At this age it could be anything. School stress, friends, girls, social media, etc. are all part of the stress reservoir. Throw in growth spurts, hormones, and who knows what else and performance is all over. As many have mentioned kids who bomb usually didn’t eat lunch “because they are too busy” or are not getting enough sleep. But if you are confident it’s not one of these… it’s probably because of a girl. :crazy_face:

He’s 16, inconsistancy is normal. Watch some of van der Poel’s early CX races, and you can see similar things.

I do get it is frustrating for him (and you) though, so using that as motivation to change something. This might be a good time for him to learn about nutrition, and to work out a good warm up and pre-race food protocol.

If he’s adamant its sleep, maybe see if you can track his sleep with a watch or even just a phone app? Even if its not 100% accurate, it’ll give you some more information, and might convince him that its not sleep and he has to look for something else.

1 Like

Yeah sure but the kid is racing XC for about 1 hr. Even pro cyclocross riders don’t ride with bottles let alone nutrition. It’s not his problem, or at least not why the kid is blowing up in this context

It still matters what he eats the day before and right before the race. Teaching young athletes the basics when it comes to nutrition is super important.

Even for short races, I would still encourage taking on fuel and liquids. It is just a good habit to build. On hot days, maybe he just needs the water even if he can do without carbs.

Unlike CX, XC races have feed zones, and I think you should drink. (AFAIK in CX races if you want a bottle, you’ll get a bike for free.)

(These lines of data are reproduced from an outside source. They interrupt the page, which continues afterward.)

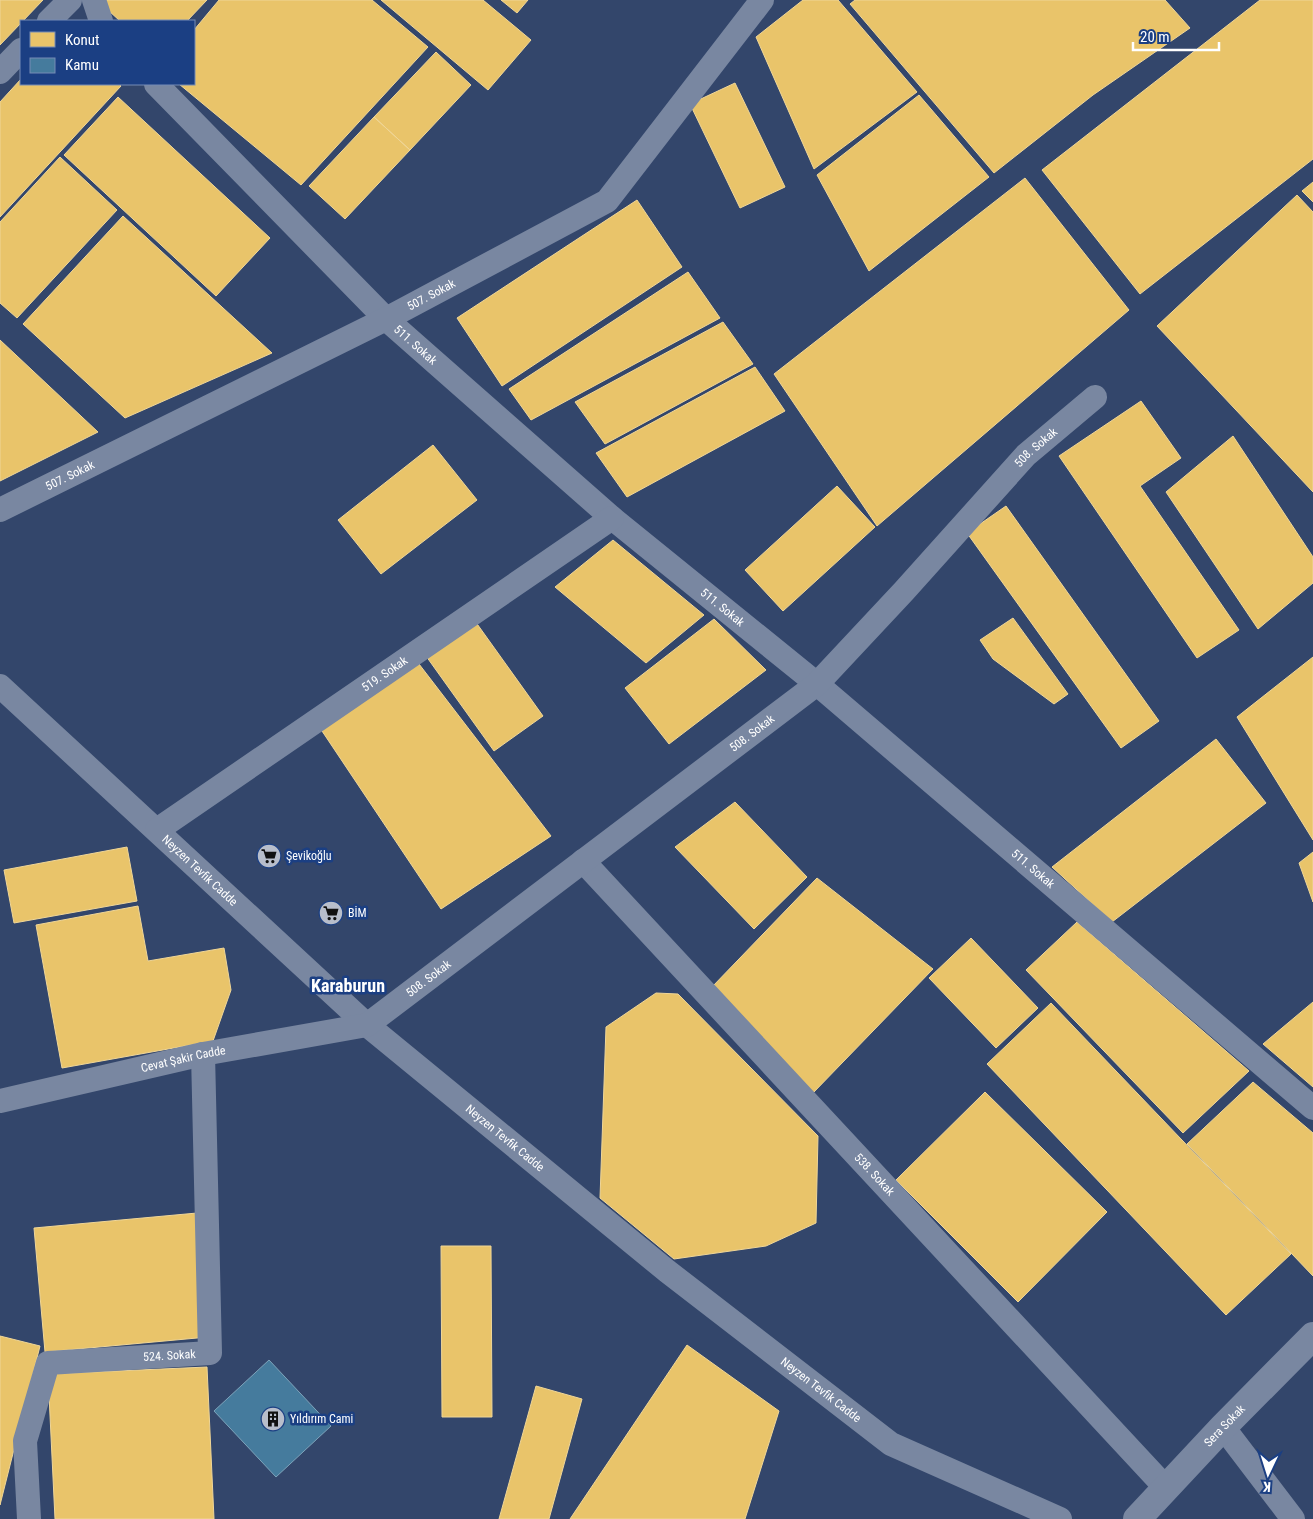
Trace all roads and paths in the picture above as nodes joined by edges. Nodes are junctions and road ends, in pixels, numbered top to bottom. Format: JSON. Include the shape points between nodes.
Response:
{"nodes":[{"id":1,"x":70,"y":0,"type":"edge"},
{"id":2,"x":94,"y":0,"type":"edge"},
{"id":3,"x":762,"y":0,"type":"edge"},
{"id":4,"x":50,"y":20,"type":"edge"},
{"id":5,"x":101,"y":20,"type":"edge"},
{"id":6,"x":20,"y":51,"type":"edge"},
{"id":7,"x":0,"y":72,"type":"edge"},
{"id":8,"x":157,"y":85,"type":"edge"},
{"id":9,"x":386,"y":319,"type":"junction"},
{"id":10,"x":1095,"y":397,"type":"dead end"},
{"id":11,"x":0,"y":510,"type":"edge"},
{"id":12,"x":612,"y":518,"type":"junction"},
{"id":13,"x":817,"y":684,"type":"junction"},
{"id":14,"x":0,"y":686,"type":"edge"},
{"id":15,"x":157,"y":830,"type":"junction"},
{"id":16,"x":583,"y":861,"type":"junction"},
{"id":17,"x":368,"y":1024,"type":"junction"},
{"id":18,"x":203,"y":1054,"type":"junction"},
{"id":19,"x":0,"y":1101,"type":"edge"},
{"id":20,"x":1313,"y":1108,"type":"edge"},
{"id":21,"x":1313,"y":1336,"type":"edge"},
{"id":22,"x":1223,"y":1427,"type":"junction"},
{"id":23,"x":1166,"y":1488,"type":"junction"},
{"id":24,"x":29,"y":1519,"type":"edge"},
{"id":25,"x":1060,"y":1519,"type":"edge"},
{"id":26,"x":1137,"y":1519,"type":"edge"},
{"id":27,"x":1293,"y":1519,"type":"edge"}],
"edges":[{"from":1,"to":4,"type":"street"},
{"from":2,"to":5,"type":"street"},
{"from":3,"to":9,"type":"street","name":"507. Sokak","via":[[607,201]]},
{"from":6,"to":7,"type":"street"},
{"from":8,"to":9,"type":"street","name":"511. Sokak"},
{"from":9,"to":11,"type":"street","name":"507. Sokak"},
{"from":9,"to":12,"type":"street","name":"511. Sokak"},
{"from":10,"to":13,"type":"street","name":"508. Sokak","via":[[1026,455]]},
{"from":12,"to":13,"type":"street","name":"511. Sokak"},
{"from":12,"to":15,"type":"street","name":"519. Sokak"},
{"from":13,"to":16,"type":"street","name":"508. Sokak"},
{"from":13,"to":20,"type":"street","name":"511. Sokak"},
{"from":14,"to":15,"type":"street","name":"Neyzen Tevfik Cadde"},
{"from":15,"to":17,"type":"street","name":"Neyzen Tevfik Cadde"},
{"from":16,"to":17,"type":"street","name":"508. Sokak"},
{"from":16,"to":23,"type":"street","name":"538. Sokak"},
{"from":17,"to":18,"type":"street","name":"Cevat Şakir Cadde"},
{"from":17,"to":25,"type":"street","name":"Neyzen Tevfik Cadde","via":[[667,1271],[891,1444]]},
{"from":18,"to":19,"type":"street","name":"Cevat Şakir Cadde"},
{"from":18,"to":24,"type":"street","name":"524. Sokak","via":[[210,1353],[48,1363],[25,1441]]},
{"from":21,"to":22,"type":"street","name":"Sera Sokak"},
{"from":22,"to":23,"type":"street","name":"Sera Sokak"},
{"from":22,"to":27,"type":"street"},
{"from":23,"to":26,"type":"street","name":"Sera Sokak"}]}
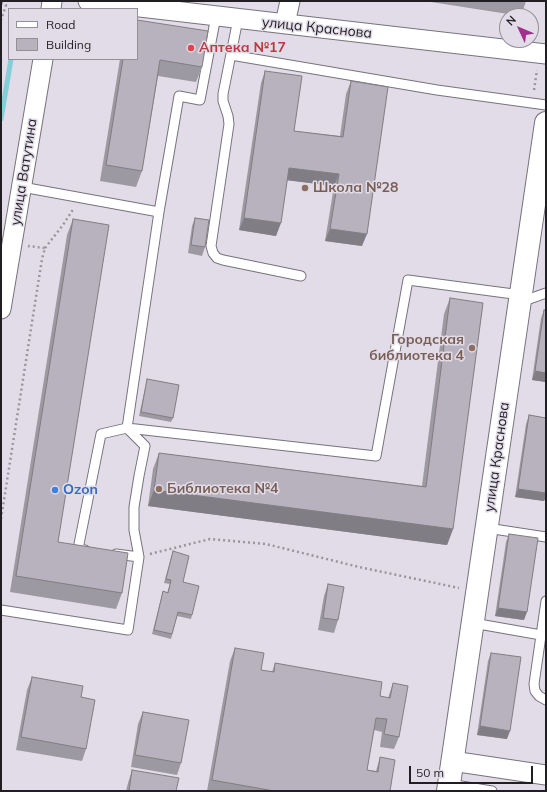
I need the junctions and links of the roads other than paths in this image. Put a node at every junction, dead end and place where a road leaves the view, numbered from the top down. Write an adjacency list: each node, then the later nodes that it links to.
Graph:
1 (88, 1): 3 (street, улица Краснова)
2 (290, 1): 5 (street)
3 (216, 16): 4 (street, улица Краснова); 13 (lane)
4 (238, 19): 5 (street, улица Краснова); 7 (lane)
5 (285, 24): 6 (street, улица Краснова)
6 (546, 54)
7 (231, 55): 9 (lane); 15 (lane)
8 (42, 60): 12 (street, улица Ватутина)
9 (546, 105)
10 (546, 123): 11 (street, улица Краснова)
11 (544, 149): 17 (street, улица Краснова)
12 (22, 187): 13 (lane); 14 (street, улица Ватутина)
13 (159, 212): 19 (lane)
14 (8, 248): 18 (street, улица Ватутина)
15 (301, 276)
16 (546, 293): 17 (lane)
17 (520, 298): 19 (lane); 20 (street, улица Краснова)
18 (1, 309)
19 (127, 428): 22 (lane); 24 (lane)
20 (487, 528): 21 (lane); 27 (street, улица Краснова)
21 (546, 538)
22 (93, 551)
23 (108, 553): 24 (lane)
24 (139, 557): 26 (lane)
25 (546, 601): 28 (lane)
26 (1, 610)
27 (473, 623): 29 (lane); 32 (street, улица Краснова)
28 (544, 624): 29 (lane)
29 (541, 635): 30 (lane)
30 (542, 655): 31 (lane)
31 (546, 700)
32 (452, 761): 33 (street); 34 (street, улица Краснова)
33 (546, 775)
34 (448, 788): 35 (lane)
35 (475, 790): 36 (lane)
36 (492, 791)

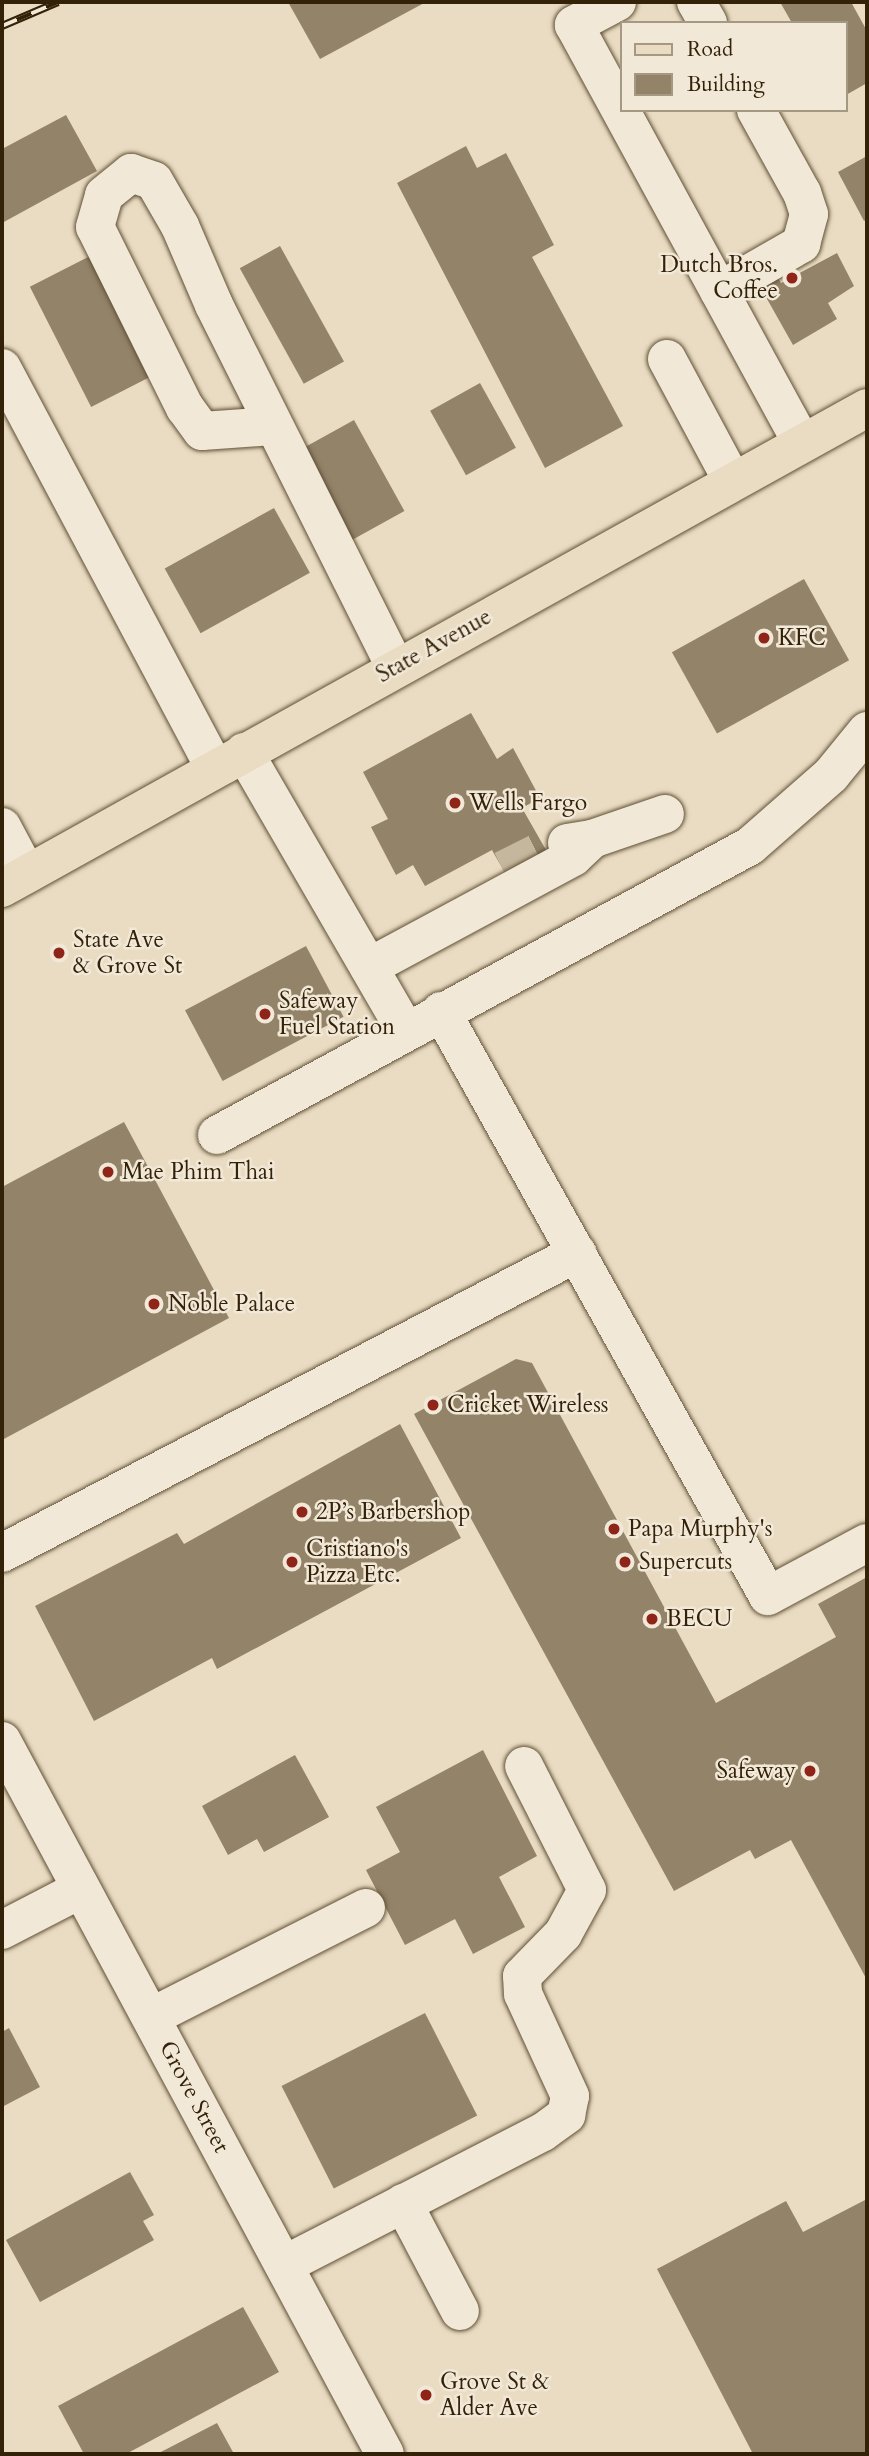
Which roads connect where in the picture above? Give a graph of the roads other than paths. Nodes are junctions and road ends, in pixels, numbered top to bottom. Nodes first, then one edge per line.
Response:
1 (617, 2) edge
2 (696, 2) edge
3 (707, 21) edge
4 (620, 109) edge
5 (622, 112) edge
6 (757, 112) edge
7 (719, 290) junction
8 (667, 359) dead end
9 (2, 368) edge
10 (867, 408) edge
11 (273, 426) junction
12 (802, 443) junction
13 (732, 480) junction
14 (396, 668) junction
15 (867, 731) edge
16 (230, 760) junction
17 (665, 814) dead end
18 (2, 827) edge
19 (592, 839) junction
20 (545, 849) tunnel mouth
21 (503, 870) tunnel mouth
22 (14, 881) edge
23 (363, 957) junction
24 (441, 1011) junction
25 (406, 1031) junction
26 (218, 1135) dead end
27 (577, 1253) junction
28 (867, 1543) edge
29 (2, 1553) edge
30 (2, 1741) edge
31 (524, 1766) dead end
32 (81, 1889) junction
33 (366, 1908) dead end
34 (2, 1930) edge
35 (151, 2017) junction
36 (403, 2203) junction
37 (284, 2265) junction
38 (460, 2311) dead end
39 (385, 2454) edge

Your advice is good advice in general, but it’s out of context. Do you really think this kid is bonking in the first 5-10min of the race? It’s about an hour race


If you don’t eat properly in general, then yes, that might be a reason. Or if it is super hot and humid, you might need to drink even during short races.(*) How many kids do you know who skip breakfast or have an inadequate breakfast. What if they skipped breakfast, drank very little all day, ate junk food from the school cafeteria for lunch or pop tarts and then expected to perform? (I was never one who skipped breakfast, but many classmates in the US did. And we had a toaster for pop tarts at our High School cafeteria. Not sure if this is still a thing.)

Look, I am not claiming “It obviously is nutrition and hydration, and only nutrition and hydration.” In all likelihood, it is the combination of a whole bunch of confounding factors — but I think ticking inadequate nutrition and hydration off the list is the first thing I’d do. The next factor to address is sleep. Hence, my advice is to start teaching him about the value of proper nutrition and hydration. That includes nutrition before, during and after exercise. To reinforce what you ate for dinner the night before may impact your performance.

(*) Two years ago I did a crit race on the hottest day of the year. The longest race was about 45 minutes long, most were under 30 minutes. Despite that, three athletes suffered from heat stroke and had to be taken to a hospital by ambulances. Two of them were in their late teens/early twenties, super fit. Our team captain had to pull the plug during the race, because he was close to having a heat stroke. I remember on the way back (70 km to and from the venue), my heart rate was in the mid-150s just doing easy Z2.

Again, I am not saying this is what happened here, but e. g. hydration can be a factor on even short races, especially if you haven’t recharged your system when you had the chance.


Im just gonna ask if you’ve had him cleared from medical/cardiology standpoint?